We reiterate our positive view on HSP’s near term earnings outlook, on the back of improving palm oil price sentiment and mild FFB production growth. We maintain our BUY rating on HSP with a higher TP of RM2.14 (from RM1.68 previously), as we raise our net profit forecasts, roll forward our valuation base year (from FY20 to FY21), and shift our valuation methodology to sum-of-parts valuation.

We reiterate our positive view on HSP’s near term earnings outlook, on the back of improving palm oil price sentiment and mild FFB production growth.

High earnings sensitivity to CPO price movement. HSP’s net profit plunged 98.8% to RM0.3m in 9M19, due mainly to lower realised palm product prices (CPO: -16.1%; PK: -36.6%). We expect its earnings performance to improve significantly from 4Q19 onwards, driven mainly by the sharp recovery in CPO prices since Oct-19. Based on our estimates, every RM100/mt change in our CPO price assumption will change our FY20 net profit forecast by RM11.6m (or 21.2%).

FFB output growth guidance of 3-3.6% in FY19-20. FFB output grew 6% to 617.6k tonnes in 11M19, and management guided that it remains on track to achieve its FFB output growth guidance of 681k tonnes in FY19. Despite having anticipated palm stress (which will have an impact on its FFB output, management feels confident that FFB output will remain on uptrend in FY20 (albeit at a slightly milder growth rate of 3%), supported by an additional 1,000 ha of planted area moving into mature bracket. In our forecasts, we are projecting FFB production to grow by 3.7% and 2.1% to 681.5-695.5k tonnes in FY19-20.

Production cost to remain flattish. Despite lower PK credit, CPO production cost declined by 2% to RM1,559/tonne in 9M19, due to higher CPO production. Management guided that CPO production cost will remain at below RM1,600/tonne in FY20, after having reflected higher fertiliser cost.

Replanting to slow in FY20. We understand that replanting activities will slow to 500- 600 ha in FY20 (from 1,000-1,100 ha in FY19) before normalising back to ~1,100 ha from FY21 onwards.

3rd biogas plant to commission by end-FY20. We understand that HSP is currently constructing its 3rd biogas plant, and target for commissioning by end-FY20. Apart from offering energy cost savings, the commissioning of the biogas plant will generate a tax credit of RM5-5.5m to HSP (which we expect to be utilised by FY20-21, hence resulting in lower effective tax rate).

Forecast.

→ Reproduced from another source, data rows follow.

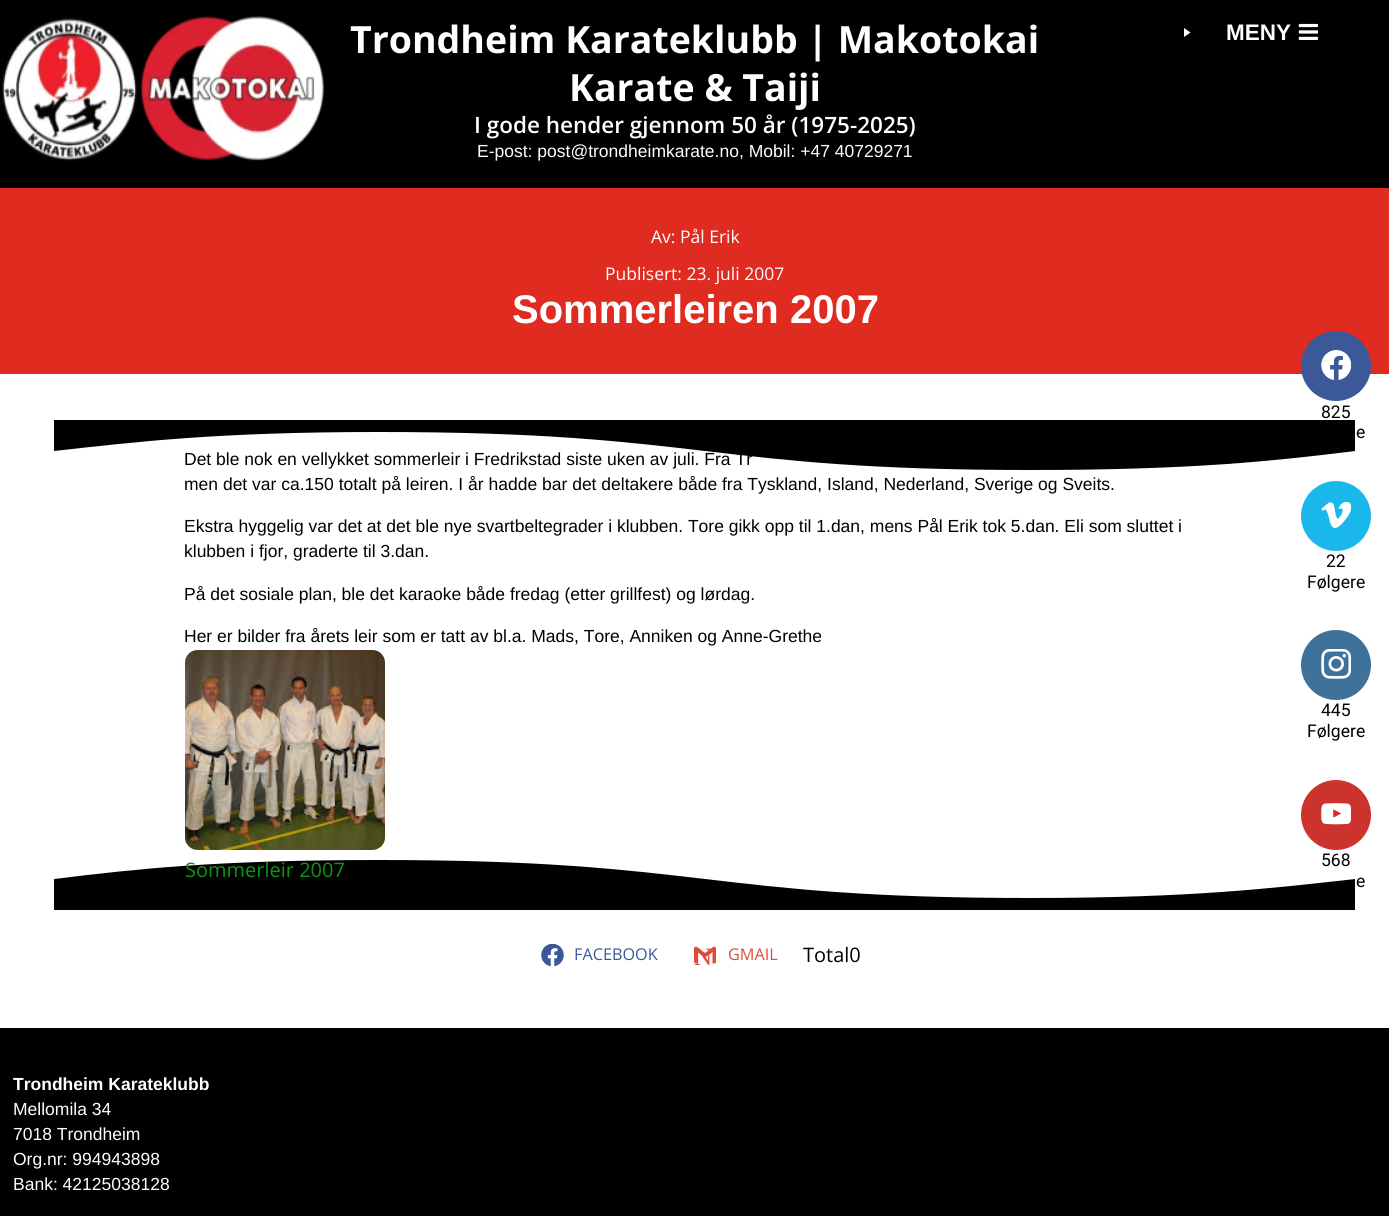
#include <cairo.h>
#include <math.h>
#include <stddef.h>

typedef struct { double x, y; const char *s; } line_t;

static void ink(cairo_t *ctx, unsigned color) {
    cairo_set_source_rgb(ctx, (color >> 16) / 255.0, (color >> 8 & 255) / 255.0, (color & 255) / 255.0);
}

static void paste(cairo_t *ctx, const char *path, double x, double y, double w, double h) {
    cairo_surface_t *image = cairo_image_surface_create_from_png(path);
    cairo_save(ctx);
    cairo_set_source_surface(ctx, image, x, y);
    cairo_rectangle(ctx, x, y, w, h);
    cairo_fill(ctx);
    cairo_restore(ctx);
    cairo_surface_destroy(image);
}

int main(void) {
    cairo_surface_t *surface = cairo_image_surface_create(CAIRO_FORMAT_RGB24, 1389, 1216);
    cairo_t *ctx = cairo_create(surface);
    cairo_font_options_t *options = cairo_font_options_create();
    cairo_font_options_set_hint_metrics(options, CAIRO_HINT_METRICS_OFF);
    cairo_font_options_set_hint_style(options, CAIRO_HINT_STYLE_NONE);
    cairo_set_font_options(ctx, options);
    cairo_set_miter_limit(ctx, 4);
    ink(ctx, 0x000000);
    cairo_paint(ctx);
    paste(ctx, "media/1.png", 1, 16, 323, 146);
    cairo_select_font_face(ctx, "Open Sans", CAIRO_FONT_SLANT_NORMAL, CAIRO_FONT_WEIGHT_BOLD);
    cairo_set_font_size(ctx, 37.5);
    ink(ctx, 0xFFFFFF);
    cairo_move_to(ctx, 350, 53);
    cairo_show_text(ctx, "Trondheim Karateklubb | Makotokai");
    cairo_move_to(ctx, 569, 101);
    cairo_show_text(ctx, "Karate & Taiji");
    cairo_select_font_face(ctx, "Open Sans SemiBold", CAIRO_FONT_SLANT_NORMAL, CAIRO_FONT_WEIGHT_NORMAL);
    cairo_set_font_size(ctx, 22.5);
    cairo_move_to(ctx, 474, 133);
    cairo_show_text(ctx, "I gode hender gjennom 50 år (1975-2025)");
    cairo_select_font_face(ctx, "Liberation Sans", CAIRO_FONT_SLANT_NORMAL, CAIRO_FONT_WEIGHT_NORMAL);
    cairo_set_font_size(ctx, 17.5);
    cairo_move_to(ctx, 477, 157);
    cairo_show_text(ctx, "E-post: post@trondheimkarate.no, Mobil: +47 40729271");
    cairo_new_path(ctx);
    cairo_move_to(ctx, 1184, 28);
    cairo_line_to(ctx, 1190.5, 32.5);
    cairo_line_to(ctx, 1184, 37);
    cairo_close_path(ctx);
    cairo_fill(ctx);
    cairo_select_font_face(ctx, "Liberation Sans", CAIRO_FONT_SLANT_NORMAL, CAIRO_FONT_WEIGHT_BOLD);
    cairo_set_font_size(ctx, 22.5);
    cairo_move_to(ctx, 1226, 40);
    cairo_show_text(ctx, "MENY");
    paste(ctx, "media/2.png", 1298, 23, 21, 17);
    cairo_rectangle(ctx, 0, 374, 1389, 654);
    cairo_fill(ctx);
    ink(ctx, 0xE02B20);
    cairo_rectangle(ctx, 0, 188, 1389, 186);
    cairo_fill(ctx);
    cairo_select_font_face(ctx, "Open Sans", CAIRO_FONT_SLANT_NORMAL, CAIRO_FONT_WEIGHT_NORMAL);
    cairo_set_font_size(ctx, 17.5);
    ink(ctx, 0xFFFFFF);
    cairo_move_to(ctx, 651, 243);
    cairo_show_text(ctx, "Av: Pål Erik");
    cairo_move_to(ctx, 605, 280);
    cairo_show_text(ctx, "Publisert: 23. juli 2007");
    cairo_select_font_face(ctx, "Liberation Sans", CAIRO_FONT_SLANT_NORMAL, CAIRO_FONT_WEIGHT_BOLD);
    cairo_set_font_size(ctx, 40);
    cairo_move_to(ctx, 512, 323);
    cairo_show_text(ctx, "Sommerleiren 2007");
    ink(ctx, 0x000000);
    cairo_new_path(ctx);
    cairo_move_to(ctx, 379, 432);
    cairo_curve_to(ctx, 216, 432, 135, 442, 54, 451);
    cairo_line_to(ctx, 54, 420);
    cairo_line_to(ctx, 1355, 420);
    cairo_line_to(ctx, 1355, 451);
    cairo_curve_to(ctx, 1274, 461, 1193, 470, 1030, 470);
    cairo_curve_to(ctx, 705, 470, 705, 432, 379, 432);
    cairo_close_path(ctx);
    cairo_fill(ctx);
    cairo_select_font_face(ctx, "Liberation Sans", CAIRO_FONT_SLANT_NORMAL, CAIRO_FONT_WEIGHT_NORMAL);
    cairo_set_font_size(ctx, 17.5);
    {
        static const line_t items[] = {
            {184, 465, "Det ble nok en vellykket sommerleir i Fredrikstad siste uken av juli. Fra Tr"},
            {184, 490, "men det var ca.150 totalt på leiren. I år hadde bar det deltakere både fra Tyskland, Island, Nederland, Sverige og Sveits."},
            {184, 532, "Ekstra hyggelig var det at det ble nye svartbeltegrader i klubben. Tore gikk opp til 1.dan, mens Pål Erik tok 5.dan. Eli som sluttet i"},
            {184, 557, "klubben i fjor, graderte til 3.dan."},
            {184, 600, "På det sosiale plan, ble det karaoke både fredag (etter grillfest) og lørdag."},
            {184, 642, "Her er bilder fra årets leir som er tatt av bl.a. Mads, Tore, Anniken og Anne-Grethe"},
        };
        for (size_t i = 0; i < sizeof items / sizeof *items; i++) {
            cairo_move_to(ctx, items[i].x, items[i].y);
            cairo_show_text(ctx, items[i].s);
        }
    }
    paste(ctx, "media/3.png", 185, 650, 200, 200);
    cairo_new_path(ctx);
    cairo_move_to(ctx, 379, 860);
    cairo_curve_to(ctx, 705, 860, 705, 898, 1030, 898);
    cairo_curve_to(ctx, 1193, 898, 1274, 888, 1355, 879);
    cairo_line_to(ctx, 1355, 910);
    cairo_line_to(ctx, 54, 910);
    cairo_line_to(ctx, 54, 879);
    cairo_curve_to(ctx, 135, 869, 216, 860, 379, 860);
    cairo_close_path(ctx);
    cairo_fill(ctx);
    cairo_select_font_face(ctx, "Open Sans", CAIRO_FONT_SLANT_NORMAL, CAIRO_FONT_WEIGHT_NORMAL);
    cairo_set_font_size(ctx, 20);
    ink(ctx, 0x0F9613);
    cairo_move_to(ctx, 185, 877);
    cairo_show_text(ctx, "Sommerleir 2007");
    paste(ctx, "media/4.png", 541, 944, 23, 22);
    cairo_set_font_size(ctx, 16.25);
    ink(ctx, 0x3A579A);
    cairo_move_to(ctx, 574, 960);
    cairo_show_text(ctx, "FACEBOOK");
    paste(ctx, "media/5.png", 694, 946, 22, 18);
    cairo_select_font_face(ctx, "Liberation Serif", CAIRO_FONT_SLANT_NORMAL, CAIRO_FONT_WEIGHT_NORMAL);
    cairo_set_font_size(ctx, 25);
    ink(ctx, 0xDD4B39);
    cairo_move_to(ctx, 694, 965);
    cairo_show_text(ctx, "N");
    cairo_select_font_face(ctx, "Open Sans", CAIRO_FONT_SLANT_NORMAL, CAIRO_FONT_WEIGHT_NORMAL);
    cairo_set_font_size(ctx, 16.25);
    cairo_move_to(ctx, 728, 960);
    cairo_show_text(ctx, "GMAIL");
    cairo_set_font_size(ctx, 20);
    ink(ctx, 0x000000);
    cairo_move_to(ctx, 803, 962);
    cairo_show_text(ctx, "Total0");
    cairo_select_font_face(ctx, "Liberation Sans", CAIRO_FONT_SLANT_NORMAL, CAIRO_FONT_WEIGHT_BOLD);
    cairo_set_font_size(ctx, 17.5);
    ink(ctx, 0xFFFFFF);
    cairo_move_to(ctx, 13, 1090);
    cairo_show_text(ctx, "Trondheim Karateklubb");
    cairo_select_font_face(ctx, "Liberation Sans", CAIRO_FONT_SLANT_NORMAL, CAIRO_FONT_WEIGHT_NORMAL);
    {
        static const line_t items[] = {
            {13, 1115, "Mellomila 34"},
            {13, 1140, "7018 Trondheim"},
            {13, 1165, "Org.nr: 994943898"},
            {13, 1190, "Bank: 42125038128"},
        };
        for (size_t i = 0; i < sizeof items / sizeof *items; i++) {
            cairo_move_to(ctx, items[i].x, items[i].y);
            cairo_show_text(ctx, items[i].s);
        }
    }
    ink(ctx, 0x3B5998);
    cairo_new_path(ctx);
    cairo_arc(ctx, 1336, 366, 35, 0, 2 * M_PI);
    cairo_fill(ctx);
    paste(ctx, "media/6.png", 1321, 350, 30, 30);
    cairo_select_font_face(ctx, "Roboto", CAIRO_FONT_SLANT_NORMAL, CAIRO_FONT_WEIGHT_NORMAL);
    ink(ctx, 0x000000);
    cairo_move_to(ctx, 1321, 418);
    cairo_show_text(ctx, "825");
    cairo_move_to(ctx, 1356, 438);
    cairo_show_text(ctx, "e");
    ink(ctx, 0x1AB7EA);
    cairo_new_path(ctx);
    cairo_arc(ctx, 1336, 516, 35, 0, 2 * M_PI);
    cairo_fill(ctx);
    paste(ctx, "media/7.png", 1321, 502, 30, 26);
    ink(ctx, 0x000000);
    cairo_move_to(ctx, 1326, 567);
    cairo_show_text(ctx, "22");
    cairo_move_to(ctx, 1307, 588);
    cairo_show_text(ctx, "Følgere");
    ink(ctx, 0x3F729B);
    cairo_new_path(ctx);
    cairo_arc(ctx, 1336, 665, 35, 0, 2 * M_PI);
    cairo_fill(ctx);
    paste(ctx, "media/8.png", 1321, 649, 30, 30);
    ink(ctx, 0x000000);
    cairo_move_to(ctx, 1321, 716);
    cairo_show_text(ctx, "445");
    cairo_move_to(ctx, 1307, 737);
    cairo_show_text(ctx, "Følgere");
    ink(ctx, 0xCD332D);
    cairo_new_path(ctx);
    cairo_arc(ctx, 1336, 815, 35, 0, 2 * M_PI);
    cairo_fill(ctx);
    paste(ctx, "media/9.png", 1321, 803, 30, 22);
    ink(ctx, 0x000000);
    cairo_move_to(ctx, 1321, 866);
    cairo_show_text(ctx, "568");
    cairo_move_to(ctx, 1356, 887);
    cairo_show_text(ctx, "e");
    cairo_surface_write_to_png(surface, "image.png");
    cairo_font_options_destroy(options);
    cairo_destroy(ctx);
    cairo_surface_destroy(surface);
    return 0;
}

We trim our FY19 net profit forecast by 32.5%, mainly to account for higher CPO production cost assumption. We raise our FY20-21 net profit forecasts by 1.8- 7.3%, mainly to account for lower effective tax rate assumption (arising from the completion of second biogas plant).

Maintain BUY, TP: RM2.14. We maintain our BUY rating on HSP with a higher TP of RM2.14 (from RM1.68 previously), as we raise our net profit forecasts, roll forward our valuation base year (from FY20 to FY21), and shift our valuation methodology to sum of-parts valuation (from P/E multiple previously, to better reflect HSP’s net cash position in our valuation methodology). Our SOP valuation on HSP comprises (i) 25x FY21 EPS of 7.9 sen (in line with our target P/E multiple for mid-cap upstream planters), and (ii) projected 14.1 sen net cash balance in FY19.